Le Bon, la Brute et le Renard
Le Bon, la Brute et le Renard
Christian GARCIN
Actes Sud, 2020, 325 p., 21€50
Le détective-chaman Zuo Luo, "Zorro" chinois spécialiste du sauvetage de demoiselles en danger et son acolyte Bec-de-Canard, plus fin qu’il n’y parait, sont invités dans l’ouest américain pour rechercher la fille disparue de Big Meinfei. Les trois Chinois enquêtent dans le désert du Nevada, dans une compétition inconsciente avec deux flics locaux. Contrairement à son habitude, Zuo Luo ne maîtrise rien, et se laisse mener par son enquête, envahi du sentiment de son inutilité dans ce pays dont il ne comprend ni la langue ni les usages…
De son côté, un journaliste chinois et auteur réticent, Chen Wanglin, est envoyé en France par son patron, dont la fille s’est évaporée.

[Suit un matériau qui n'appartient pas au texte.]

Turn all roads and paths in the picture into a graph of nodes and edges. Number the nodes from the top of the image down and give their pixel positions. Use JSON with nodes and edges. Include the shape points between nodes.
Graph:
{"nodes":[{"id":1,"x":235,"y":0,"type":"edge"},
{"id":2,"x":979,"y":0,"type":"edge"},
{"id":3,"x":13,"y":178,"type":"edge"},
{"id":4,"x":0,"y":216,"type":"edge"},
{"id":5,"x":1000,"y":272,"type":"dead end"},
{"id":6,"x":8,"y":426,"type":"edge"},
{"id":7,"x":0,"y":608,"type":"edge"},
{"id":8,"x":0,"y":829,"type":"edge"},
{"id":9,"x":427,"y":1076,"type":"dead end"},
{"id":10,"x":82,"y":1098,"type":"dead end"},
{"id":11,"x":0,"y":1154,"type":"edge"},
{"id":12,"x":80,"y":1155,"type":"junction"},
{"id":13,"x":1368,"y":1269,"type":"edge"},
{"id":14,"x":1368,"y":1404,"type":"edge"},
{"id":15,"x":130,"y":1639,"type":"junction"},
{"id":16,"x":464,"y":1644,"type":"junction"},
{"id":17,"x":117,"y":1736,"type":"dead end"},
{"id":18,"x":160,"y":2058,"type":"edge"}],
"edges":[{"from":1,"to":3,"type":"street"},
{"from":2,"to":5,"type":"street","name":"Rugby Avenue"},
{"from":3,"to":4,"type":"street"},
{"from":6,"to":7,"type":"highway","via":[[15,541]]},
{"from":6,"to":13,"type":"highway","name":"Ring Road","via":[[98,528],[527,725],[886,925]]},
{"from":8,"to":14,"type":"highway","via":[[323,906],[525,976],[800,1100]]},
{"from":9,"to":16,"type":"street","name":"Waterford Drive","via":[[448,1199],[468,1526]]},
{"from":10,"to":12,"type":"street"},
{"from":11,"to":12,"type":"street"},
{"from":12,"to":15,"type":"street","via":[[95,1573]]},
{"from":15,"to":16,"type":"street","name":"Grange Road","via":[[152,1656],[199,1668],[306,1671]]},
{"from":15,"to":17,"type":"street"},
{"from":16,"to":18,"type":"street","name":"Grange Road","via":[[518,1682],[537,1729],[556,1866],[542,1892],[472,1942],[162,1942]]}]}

Occasion d’un regard décalé sur Paris et sur Marseille, pas si différents, au fond, de certaines ruelles chinoises.
Qui est le Bon, qui est la Brute, et qui le Renard ? Entre joutes de poésie chinoise et réflexions sur de possibles mondes parallèles, les personnages se laissent entraîner dans un jeu de miroir semi-conscient. Existent-ils autrement que comme personnages de fiction ? Sont-ils les acteurs ou les jouets de leur vie ? Servent-ils, enfin, à quelque chose ?
Dans ce "Road trip taoïste", un sans-abri peut vous offrir une anthologie de poésie classique chinoise, et une policière américaine cultivée porter le même nom (finnois) qu’un bar de Guangzhou. Lire ce roman pour sa thématique policière mènerait à une déception. En revanche sa construction, son ton, ses dialogues savoureux et les nombreux thèmes abordés en font un roman attachant et original.
Aline
"Tu lisais, toi, enfant ? demanda Bec-de-Canard. - Jusqu’à douze-treize ans, oui.
- Et après ? - Après j’ai été adolescent et je suis devenu con.
- Ouais, moi pareil. Plus tard on s’en rend compte, et on passe le reste de notre vie à essayer de redevenir aussi subtil, curieux, intelligent, malin et ouvert à tout qu’on l’était jusqu’à douze-treize ans. - Ça dépend des individus. Moi je suis devenu con plus tôt. A onze ans, maximum.
- C’est que tes hormones ont travaillé avant les miennes. J’étais peut-être un peu en retard pour mon âge. Et toi, Menfei ? - Moi j’ai toujours été con." (p. 202)
"Ai-je un corps ou n’en ai-je pas / Suis-je moi ou ne le suis-je pas / Ainsi ma pensée s’interroge / Assis contre la falaise le temps s’écoule lentement / Entre mes pieds poussent les herbes vertes / Sur le haut de ma tête tombe la poussière rouge " (Han Shan, p. 191)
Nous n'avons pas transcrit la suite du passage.